Overall, the demo riding experiences are usually a pretty good time for all riders – well, the vast majority of riders. I understand that at least one demo rider landed a bike inelegantly without getting hurt enough to require an immediate trip to the hospital.

Having said that, I was surprised by my Buell experience, which I will pass off as a quirk.

As it turned out, the very last group ride of the weekend was at the Buell tent. All the other manufacturers had shut down their rides and some were even taking their tents down. Buell was calling off the names of the final riders (about a dozen), and for the only time of the weekend, there were merely three (3) riders present.

Hence, this was the easiest standby opportunity I have seen in years.

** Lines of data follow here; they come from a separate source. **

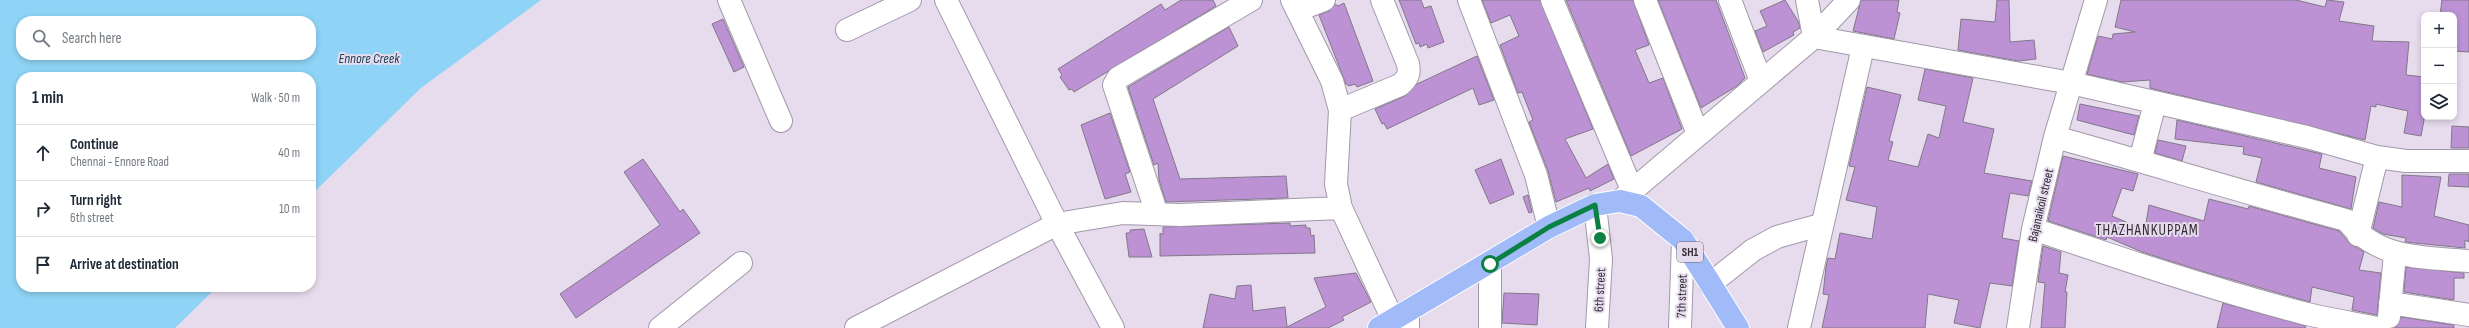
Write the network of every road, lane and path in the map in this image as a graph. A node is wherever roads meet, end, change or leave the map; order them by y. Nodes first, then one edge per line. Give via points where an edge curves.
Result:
1 (729, 0) edge
2 (910, 0) edge
3 (946, 0) edge
4 (1250, 0) edge
5 (1324, 0) edge
6 (1382, 0) edge
7 (1469, 0) edge
8 (1552, 0) edge
9 (1645, 0) edge
10 (1730, 0) edge
11 (1807, 0) edge
12 (1849, 0) edge
13 (2096, 0) edge
14 (1295, 5) edge
15 (848, 30) dead end
16 (1814, 37) junction
17 (1863, 48) junction
18 (1761, 81) junction
19 (2071, 83) junction
20 (2154, 103) junction
21 (1340, 110) junction
22 (781, 121) dead end
23 (1698, 134) junction
24 (2055, 137) junction
25 (2377, 157) junction
26 (2140, 161) junction
27 (2469, 161) edge
28 (1626, 196) junction
29 (1595, 205) junction
30 (1341, 208) junction
31 (1157, 214) junction
32 (1057, 224) junction
33 (1820, 225) junction
34 (1549, 227) junction
35 (2033, 229) junction
36 (2358, 236) junction
37 (1683, 240) junction
38 (2395, 254) junction
39 (2469, 262) edge
40 (741, 263) dead end
41 (1490, 264) junction
42 (1710, 284) junction
43 (2390, 303) junction
44 (2469, 315) edge
45 (1397, 322) edge
46 (660, 328) edge
47 (856, 328) edge
48 (1113, 328) edge
49 (1490, 328) edge
50 (1597, 328) edge
51 (1680, 328) edge
52 (1738, 328) edge
53 (1799, 328) edge
54 (2018, 328) edge
55 (2378, 328) edge
56 (2388, 328) edge

1 - 22 street
2 - 15 street
3 - 32 street
4 - 31 street via 1118,78 1114,85
5 - 14 street
6 - 21 street via 1410,73 1400,85
7 - 34 street via 1536,176
8 - 28 street
9 - 23 street
10 - 18 street
11 - 16 street
12 - 16 street
13 - 19 street, Bajanaikoil street
14 - 21 street via 1332,81
16 - 17 street
16 - 18 street
17 - 19 street
17 - 33 street
18 - 23 street
19 - 20 street
19 - 24 street, Bajanaikoil street
20 - 25 street via 2307,137
20 - 26 street
21 - 30 street via 1336,184
23 - 28 street
24 - 26 street
24 - 35 street, Bajanaikoil street
25 - 27 street via 2406,161
25 - 36 street
26 - 36 street via 2191,178 2346,220
28 - 29 main road
28 - 37 main road, SH1
29 - 34 main road
29 - 50 street, 6th street via 1601,259
30 - 31 street
30 - 45 street
31 - 32 street via 1107,214
32 - 47 street
32 - 48 street
33 - 42 street via 1777,237 1753,250
33 - 53 street
34 - 41 main road
35 - 54 street, Bajanaikoil street
35 - 55 street via 2261,301
36 - 38 street
37 - 42 main road, SH1
37 - 51 street, 7th street
38 - 39 street
38 - 43 street
40 - 46 street
41 - 45 main road
41 - 49 street
42 - 52 main road, SH1
43 - 44 street
43 - 56 street

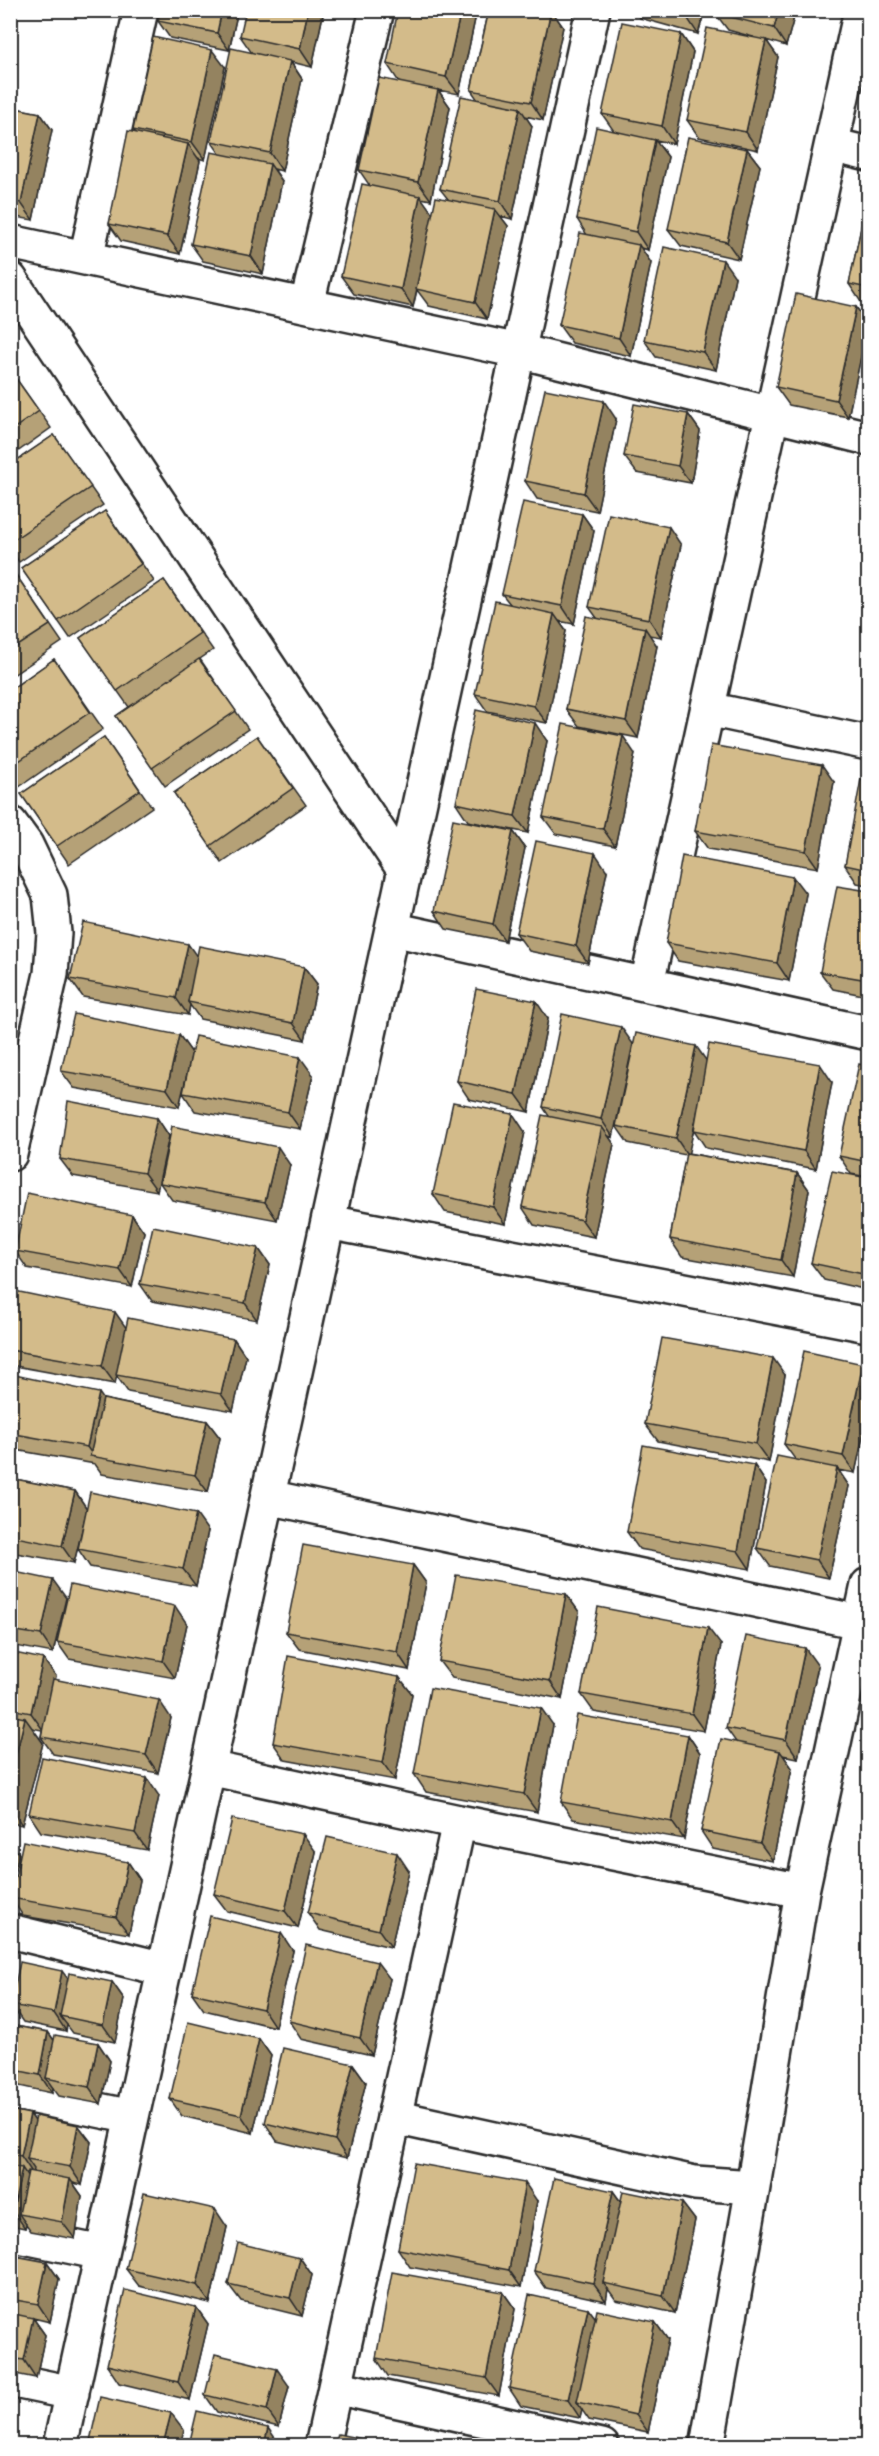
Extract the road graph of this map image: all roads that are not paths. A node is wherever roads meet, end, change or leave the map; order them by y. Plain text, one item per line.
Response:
1 (141, 10) edge
2 (377, 10) edge
3 (593, 10) edge
4 (861, 10) edge
5 (832, 146) junction
6 (868, 154) edge
7 (10, 242) edge
8 (86, 258) junction
9 (10, 279) edge
10 (307, 304) junction
11 (519, 351) junction
12 (772, 416) junction
13 (868, 438) edge
14 (708, 709) junction
15 (868, 743) edge
16 (10, 823) edge
17 (405, 871) junction
18 (392, 929) junction
19 (647, 984) junction
20 (868, 1033) edge
21 (10, 1154) edge
22 (328, 1222) junction
23 (868, 1325) edge
24 (268, 1497) junction
25 (868, 1585) edge
26 (859, 1622) junction
27 (208, 1768) junction
28 (459, 1822) junction
29 (802, 1891) junction
30 (10, 1931) edge
31 (164, 1969) junction
32 (10, 2092) edge
33 (132, 2117) junction
34 (394, 2117) junction
35 (753, 2187) junction
36 (10, 2234) edge
37 (102, 2253) junction
38 (10, 2380) edge
39 (335, 2387) junction
40 (72, 2393) junction
41 (60, 2445) edge
42 (322, 2445) edge
43 (602, 2445) edge
44 (707, 2445) edge

1 - 8 street
2 - 10 street
3 - 11 street
4 - 5 street
5 - 6 street
5 - 12 street
7 - 8 street
8 - 10 street
9 - 17 street
10 - 11 street
11 - 12 street
11 - 17 street
12 - 13 street
12 - 14 street
14 - 15 street
14 - 19 street
16 - 21 street
17 - 18 street
18 - 19 street
18 - 22 street
19 - 20 street
22 - 23 street
22 - 24 street
24 - 26 street
24 - 27 street
25 - 26 street
26 - 29 street
27 - 28 street
27 - 31 street
28 - 29 street
28 - 34 street
29 - 35 street
30 - 31 street
31 - 33 street
32 - 33 street
33 - 37 street
34 - 35 street
34 - 39 street
35 - 44 street
36 - 37 street
37 - 40 street
38 - 40 street
39 - 42 street
39 - 43 street
40 - 41 street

I made my request to go with the group as a standby rider and was declined. That made no sense, so I asked again, and even a third time, but was told they did not have a standby status(?) and the group took their last ride, leaving a bunch of lonely bikes and at least two standby riders rebuffed.

For years, including this weekend, I have observed the demo staff of every manufacturer do their very best to ensure that each demo ride is full, and that as many riders as possible get on their bikes. Since I have experienced great service at the Buell tent in the past and since I had interacted with some of the Buell staff over this weekend, I will just guess that this guy was tired and grumpy – although he should really be a back-line employee and not interacting with public, since he was obviously oblivious to the fact that he was getting paid to let riders try Buell bikes so they might buy them.


Amongst the biggest manufacturers offering demo rides, most notably missing were BMW, Honda and Suzuki.


It was apparent that Honda and Suzuki spent their show money on their exhibit space inside the IMS instead of outside for demo rides. (However, note to Honda and Suzuki Marketing: I would more likely buy another Suzuki and/or Honda if I could DEMO RIDE them, rather then sit on them in the exhibit hall, which I can also do at any authorized dealer….)


Suzuki commanded the biggest exhibit space and Honda won the “2008 Motorcycle Intelligence BEST Overall Motorbike Exhibit” with all their featured machines prominent on the most conspicuous yellow carpeting of the event, all the while lighting them up with the largest array of custom lighting this year. Even if you wandered into the exhibit hall dazzled and confused by the hundreds of shiny bikes and thousands of people, without knowing the difference between Harley Davidson and Kymco, at the moment you set foot in the Honda exhibit you KNEW you were viewing a whole bunch of bikes from ONE manufacturer.


Oddly enough, BMW not only didn’t offer their bikes for demo rides outside this year, they also cut back on their inside exhibition space and number of motorcycles on display, opting for the least prominent exhibit space for a major manufacturer, especially for BMW. Heck, they didn’t even display their second best-selling RT sport-touring bike, or their LT full-luxury tourer. BMW seemed to be signaling that they are buttoning down the hatches for the global economic slowdown, while the other manufacturers offered a more optimistic presentation for their future and for motorcycling in general.


I look forward to the IMS every year and this year was another great event. Whether you are general motorcycle enthusiast, or a narrow-niche zealot, both inside and outside the motorcycle show you are sure find something that will inspire your motorbike passion. This article could not cover all that could be seen or that happened over the weekend. Be sure to visit MotorcycleShows.com for more info and make a mental note to attend the 29th annual International Motorcycle Show in December 2009.